+++ Entries provided +++
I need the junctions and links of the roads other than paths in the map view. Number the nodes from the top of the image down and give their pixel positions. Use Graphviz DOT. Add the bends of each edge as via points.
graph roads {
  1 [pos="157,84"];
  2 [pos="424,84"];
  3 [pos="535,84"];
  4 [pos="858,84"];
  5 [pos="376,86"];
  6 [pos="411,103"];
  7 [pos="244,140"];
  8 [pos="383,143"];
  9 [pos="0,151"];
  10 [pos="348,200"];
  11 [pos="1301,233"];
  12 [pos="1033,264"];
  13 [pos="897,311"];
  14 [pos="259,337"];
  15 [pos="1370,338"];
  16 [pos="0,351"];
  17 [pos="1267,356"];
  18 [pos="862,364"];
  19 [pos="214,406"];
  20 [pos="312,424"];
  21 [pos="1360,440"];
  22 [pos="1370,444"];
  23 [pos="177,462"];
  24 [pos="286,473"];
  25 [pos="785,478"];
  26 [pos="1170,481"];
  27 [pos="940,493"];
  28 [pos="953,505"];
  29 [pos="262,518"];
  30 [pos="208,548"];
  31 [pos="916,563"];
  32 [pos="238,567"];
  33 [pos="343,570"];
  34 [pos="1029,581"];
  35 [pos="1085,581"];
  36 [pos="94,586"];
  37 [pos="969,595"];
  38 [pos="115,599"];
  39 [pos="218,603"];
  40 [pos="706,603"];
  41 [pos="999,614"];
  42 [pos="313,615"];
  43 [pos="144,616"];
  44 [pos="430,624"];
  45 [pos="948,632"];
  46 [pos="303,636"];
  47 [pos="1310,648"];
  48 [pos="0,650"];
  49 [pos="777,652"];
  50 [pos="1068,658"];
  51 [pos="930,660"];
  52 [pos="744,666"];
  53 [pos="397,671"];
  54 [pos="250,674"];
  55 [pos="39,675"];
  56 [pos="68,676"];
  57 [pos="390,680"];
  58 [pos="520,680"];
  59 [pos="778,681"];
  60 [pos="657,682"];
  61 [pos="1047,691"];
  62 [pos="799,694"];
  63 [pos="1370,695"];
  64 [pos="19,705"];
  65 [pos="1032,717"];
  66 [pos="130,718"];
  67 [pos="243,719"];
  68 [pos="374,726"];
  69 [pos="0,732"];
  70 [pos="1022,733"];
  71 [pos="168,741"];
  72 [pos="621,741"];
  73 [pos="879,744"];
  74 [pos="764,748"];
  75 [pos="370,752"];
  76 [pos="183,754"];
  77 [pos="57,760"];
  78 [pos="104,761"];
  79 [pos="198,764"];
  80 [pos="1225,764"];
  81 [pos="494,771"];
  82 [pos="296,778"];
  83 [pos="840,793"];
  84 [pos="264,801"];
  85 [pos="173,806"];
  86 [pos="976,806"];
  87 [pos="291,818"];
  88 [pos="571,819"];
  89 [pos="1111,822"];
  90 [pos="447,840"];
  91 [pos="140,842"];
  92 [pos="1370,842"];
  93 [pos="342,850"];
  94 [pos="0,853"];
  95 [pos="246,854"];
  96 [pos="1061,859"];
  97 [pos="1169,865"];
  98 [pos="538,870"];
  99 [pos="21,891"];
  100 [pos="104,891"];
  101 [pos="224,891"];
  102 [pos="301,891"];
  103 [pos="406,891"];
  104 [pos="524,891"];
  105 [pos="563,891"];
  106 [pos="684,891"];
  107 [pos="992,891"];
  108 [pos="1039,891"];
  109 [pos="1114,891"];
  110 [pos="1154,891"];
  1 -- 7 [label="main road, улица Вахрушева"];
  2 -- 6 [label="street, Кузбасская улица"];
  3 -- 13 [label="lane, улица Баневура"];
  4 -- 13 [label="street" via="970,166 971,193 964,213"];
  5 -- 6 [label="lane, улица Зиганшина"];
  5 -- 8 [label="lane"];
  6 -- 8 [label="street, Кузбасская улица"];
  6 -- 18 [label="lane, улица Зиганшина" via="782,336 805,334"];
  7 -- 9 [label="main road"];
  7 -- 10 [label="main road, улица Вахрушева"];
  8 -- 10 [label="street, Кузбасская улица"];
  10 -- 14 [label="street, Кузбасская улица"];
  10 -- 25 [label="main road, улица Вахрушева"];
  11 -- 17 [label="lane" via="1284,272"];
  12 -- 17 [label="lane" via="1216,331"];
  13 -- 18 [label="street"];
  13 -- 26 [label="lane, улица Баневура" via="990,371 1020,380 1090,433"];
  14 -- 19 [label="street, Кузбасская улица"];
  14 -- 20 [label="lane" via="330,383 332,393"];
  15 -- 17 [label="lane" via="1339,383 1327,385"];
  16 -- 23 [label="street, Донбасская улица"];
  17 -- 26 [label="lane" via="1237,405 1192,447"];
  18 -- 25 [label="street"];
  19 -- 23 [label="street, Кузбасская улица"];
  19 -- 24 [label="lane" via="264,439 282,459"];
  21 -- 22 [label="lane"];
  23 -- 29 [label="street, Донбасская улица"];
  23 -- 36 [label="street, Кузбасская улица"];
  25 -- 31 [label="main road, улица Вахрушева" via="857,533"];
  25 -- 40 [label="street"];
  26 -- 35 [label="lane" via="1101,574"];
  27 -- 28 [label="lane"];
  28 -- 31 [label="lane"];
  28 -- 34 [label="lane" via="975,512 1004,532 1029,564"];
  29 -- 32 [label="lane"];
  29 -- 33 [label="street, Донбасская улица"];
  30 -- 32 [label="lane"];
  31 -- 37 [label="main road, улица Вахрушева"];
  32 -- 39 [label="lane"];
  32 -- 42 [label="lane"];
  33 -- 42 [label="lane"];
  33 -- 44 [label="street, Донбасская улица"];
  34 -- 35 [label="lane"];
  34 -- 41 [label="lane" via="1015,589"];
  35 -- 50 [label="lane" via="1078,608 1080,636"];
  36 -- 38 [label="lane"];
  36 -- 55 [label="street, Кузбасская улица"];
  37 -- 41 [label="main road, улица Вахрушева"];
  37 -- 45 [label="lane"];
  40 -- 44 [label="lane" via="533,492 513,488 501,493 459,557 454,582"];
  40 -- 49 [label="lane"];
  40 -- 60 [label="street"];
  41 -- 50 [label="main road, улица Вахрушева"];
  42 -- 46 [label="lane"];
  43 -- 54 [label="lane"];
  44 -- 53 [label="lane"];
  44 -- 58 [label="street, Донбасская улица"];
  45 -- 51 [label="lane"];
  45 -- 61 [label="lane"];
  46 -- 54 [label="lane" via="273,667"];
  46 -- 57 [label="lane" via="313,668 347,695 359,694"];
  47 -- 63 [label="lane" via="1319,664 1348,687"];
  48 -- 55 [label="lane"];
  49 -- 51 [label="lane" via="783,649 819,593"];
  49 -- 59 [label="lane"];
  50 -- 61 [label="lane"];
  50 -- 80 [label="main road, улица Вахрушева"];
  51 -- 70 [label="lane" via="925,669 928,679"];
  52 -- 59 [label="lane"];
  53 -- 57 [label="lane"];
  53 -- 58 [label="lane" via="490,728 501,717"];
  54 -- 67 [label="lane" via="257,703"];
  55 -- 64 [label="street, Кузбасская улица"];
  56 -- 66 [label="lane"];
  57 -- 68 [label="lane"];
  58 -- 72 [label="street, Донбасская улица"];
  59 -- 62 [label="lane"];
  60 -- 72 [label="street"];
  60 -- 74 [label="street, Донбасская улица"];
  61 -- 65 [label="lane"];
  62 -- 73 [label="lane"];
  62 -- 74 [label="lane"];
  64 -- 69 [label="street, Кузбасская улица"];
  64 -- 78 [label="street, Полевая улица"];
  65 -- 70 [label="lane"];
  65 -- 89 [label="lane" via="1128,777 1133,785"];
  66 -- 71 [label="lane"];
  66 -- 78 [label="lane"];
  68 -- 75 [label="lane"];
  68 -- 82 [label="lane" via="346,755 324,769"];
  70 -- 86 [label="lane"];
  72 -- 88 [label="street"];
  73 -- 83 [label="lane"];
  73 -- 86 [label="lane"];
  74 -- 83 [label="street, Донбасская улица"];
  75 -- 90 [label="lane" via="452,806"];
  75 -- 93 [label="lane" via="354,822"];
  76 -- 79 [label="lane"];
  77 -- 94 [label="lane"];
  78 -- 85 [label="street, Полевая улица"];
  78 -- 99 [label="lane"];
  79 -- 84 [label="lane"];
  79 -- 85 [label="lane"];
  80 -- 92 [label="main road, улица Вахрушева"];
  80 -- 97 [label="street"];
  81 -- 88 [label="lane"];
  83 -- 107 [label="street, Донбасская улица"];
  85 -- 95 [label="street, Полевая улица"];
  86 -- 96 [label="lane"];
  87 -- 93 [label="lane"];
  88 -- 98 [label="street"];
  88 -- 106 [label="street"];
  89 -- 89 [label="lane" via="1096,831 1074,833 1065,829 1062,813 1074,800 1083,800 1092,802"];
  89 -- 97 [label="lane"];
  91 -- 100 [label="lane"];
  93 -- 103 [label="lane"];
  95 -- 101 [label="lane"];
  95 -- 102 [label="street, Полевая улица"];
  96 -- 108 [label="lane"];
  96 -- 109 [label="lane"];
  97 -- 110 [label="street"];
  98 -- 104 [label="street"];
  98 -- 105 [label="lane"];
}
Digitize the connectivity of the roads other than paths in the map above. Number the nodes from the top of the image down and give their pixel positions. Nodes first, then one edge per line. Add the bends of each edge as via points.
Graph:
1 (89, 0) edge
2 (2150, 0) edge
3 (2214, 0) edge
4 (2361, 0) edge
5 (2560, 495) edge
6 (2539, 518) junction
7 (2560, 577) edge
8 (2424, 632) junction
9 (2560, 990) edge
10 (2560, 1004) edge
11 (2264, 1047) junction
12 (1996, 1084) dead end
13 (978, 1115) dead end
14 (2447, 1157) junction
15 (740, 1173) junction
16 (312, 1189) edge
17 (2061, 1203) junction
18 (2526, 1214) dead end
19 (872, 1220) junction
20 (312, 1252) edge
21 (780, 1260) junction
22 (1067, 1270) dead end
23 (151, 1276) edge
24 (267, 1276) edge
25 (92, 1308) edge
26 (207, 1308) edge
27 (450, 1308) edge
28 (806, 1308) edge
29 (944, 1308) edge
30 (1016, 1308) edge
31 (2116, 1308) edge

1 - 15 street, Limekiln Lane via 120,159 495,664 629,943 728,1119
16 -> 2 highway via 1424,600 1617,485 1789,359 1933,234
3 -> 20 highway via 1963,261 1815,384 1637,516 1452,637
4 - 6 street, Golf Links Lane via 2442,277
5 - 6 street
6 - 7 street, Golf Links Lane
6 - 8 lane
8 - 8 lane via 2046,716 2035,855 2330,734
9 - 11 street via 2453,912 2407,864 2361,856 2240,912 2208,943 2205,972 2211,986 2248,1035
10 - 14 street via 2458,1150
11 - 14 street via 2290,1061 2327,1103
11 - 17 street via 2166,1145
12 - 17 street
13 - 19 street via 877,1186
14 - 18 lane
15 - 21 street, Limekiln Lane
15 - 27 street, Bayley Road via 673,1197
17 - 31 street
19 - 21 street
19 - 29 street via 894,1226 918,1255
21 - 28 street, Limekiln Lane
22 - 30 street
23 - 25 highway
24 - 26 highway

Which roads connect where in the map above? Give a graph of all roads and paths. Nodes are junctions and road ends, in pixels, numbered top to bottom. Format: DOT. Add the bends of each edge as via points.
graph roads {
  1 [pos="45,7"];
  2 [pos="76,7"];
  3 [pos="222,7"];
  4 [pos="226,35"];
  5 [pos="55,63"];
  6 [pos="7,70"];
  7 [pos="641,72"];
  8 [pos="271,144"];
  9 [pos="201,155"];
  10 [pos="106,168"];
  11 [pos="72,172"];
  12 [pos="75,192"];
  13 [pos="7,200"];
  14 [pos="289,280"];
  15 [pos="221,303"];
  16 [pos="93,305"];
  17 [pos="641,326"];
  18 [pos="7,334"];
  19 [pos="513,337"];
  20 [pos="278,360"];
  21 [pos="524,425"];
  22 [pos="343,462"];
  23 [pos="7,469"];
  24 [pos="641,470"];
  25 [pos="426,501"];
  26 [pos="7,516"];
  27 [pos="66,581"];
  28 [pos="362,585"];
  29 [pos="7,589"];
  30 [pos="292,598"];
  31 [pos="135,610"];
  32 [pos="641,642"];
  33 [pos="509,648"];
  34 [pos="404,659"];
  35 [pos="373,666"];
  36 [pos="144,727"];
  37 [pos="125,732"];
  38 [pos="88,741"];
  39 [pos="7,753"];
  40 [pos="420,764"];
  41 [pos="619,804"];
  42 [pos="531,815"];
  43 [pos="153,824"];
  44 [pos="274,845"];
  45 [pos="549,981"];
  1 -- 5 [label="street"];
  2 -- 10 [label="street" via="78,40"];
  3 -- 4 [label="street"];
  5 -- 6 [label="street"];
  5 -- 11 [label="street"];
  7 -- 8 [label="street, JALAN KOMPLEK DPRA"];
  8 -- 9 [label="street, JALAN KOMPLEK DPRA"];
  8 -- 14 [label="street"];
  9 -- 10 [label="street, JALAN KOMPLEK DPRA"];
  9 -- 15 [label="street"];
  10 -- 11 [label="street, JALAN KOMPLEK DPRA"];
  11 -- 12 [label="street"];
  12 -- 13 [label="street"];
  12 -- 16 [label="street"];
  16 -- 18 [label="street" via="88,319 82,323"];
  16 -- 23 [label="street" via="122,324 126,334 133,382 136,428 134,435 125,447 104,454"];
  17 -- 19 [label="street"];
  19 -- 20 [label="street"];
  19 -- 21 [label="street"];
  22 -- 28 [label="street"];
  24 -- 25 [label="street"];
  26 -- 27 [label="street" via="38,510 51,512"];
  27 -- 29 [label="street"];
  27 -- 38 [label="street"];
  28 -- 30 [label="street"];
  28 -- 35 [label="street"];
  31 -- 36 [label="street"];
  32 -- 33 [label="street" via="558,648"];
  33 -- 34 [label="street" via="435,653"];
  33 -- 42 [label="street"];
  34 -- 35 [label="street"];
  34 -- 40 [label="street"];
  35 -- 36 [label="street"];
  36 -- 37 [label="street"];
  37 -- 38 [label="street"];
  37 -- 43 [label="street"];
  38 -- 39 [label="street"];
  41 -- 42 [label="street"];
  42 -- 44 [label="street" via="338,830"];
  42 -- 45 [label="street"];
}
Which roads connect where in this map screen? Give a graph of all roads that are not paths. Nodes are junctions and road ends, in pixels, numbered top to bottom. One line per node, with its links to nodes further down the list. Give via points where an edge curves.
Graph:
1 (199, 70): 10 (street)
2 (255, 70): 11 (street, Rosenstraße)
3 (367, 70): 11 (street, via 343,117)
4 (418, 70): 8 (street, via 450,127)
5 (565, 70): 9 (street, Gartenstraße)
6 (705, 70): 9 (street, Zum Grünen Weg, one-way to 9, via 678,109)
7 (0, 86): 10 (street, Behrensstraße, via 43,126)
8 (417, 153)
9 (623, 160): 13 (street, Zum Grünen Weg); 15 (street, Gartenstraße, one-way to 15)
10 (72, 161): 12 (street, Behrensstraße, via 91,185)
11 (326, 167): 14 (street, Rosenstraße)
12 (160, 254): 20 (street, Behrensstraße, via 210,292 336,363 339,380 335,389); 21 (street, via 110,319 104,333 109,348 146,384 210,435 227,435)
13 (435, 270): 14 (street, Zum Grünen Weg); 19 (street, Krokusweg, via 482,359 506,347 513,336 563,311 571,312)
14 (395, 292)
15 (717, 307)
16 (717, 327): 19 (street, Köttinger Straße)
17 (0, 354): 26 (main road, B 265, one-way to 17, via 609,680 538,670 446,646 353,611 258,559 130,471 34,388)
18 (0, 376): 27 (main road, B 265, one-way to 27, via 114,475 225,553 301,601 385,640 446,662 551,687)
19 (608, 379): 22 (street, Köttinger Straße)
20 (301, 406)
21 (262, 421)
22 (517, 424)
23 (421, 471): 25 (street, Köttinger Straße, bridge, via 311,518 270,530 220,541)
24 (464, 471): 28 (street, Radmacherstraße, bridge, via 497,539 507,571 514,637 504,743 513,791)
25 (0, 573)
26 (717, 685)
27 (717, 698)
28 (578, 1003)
+++
§ Aim of the task
Extract, from the material above, each line holding the word "than".

§ Response
I need the junctions and links of the roads other than paths in the map view. Number the nodes from the top of the image down and give their pixel positions. Use Graphviz DOT. Add the bends of each edge as via points.
Digitize the connectivity of the roads other than paths in the map above. Number the nodes from the top of the image down and give their pixel positions. Nodes first, then one edge per line. Add the bends of each edge as via points.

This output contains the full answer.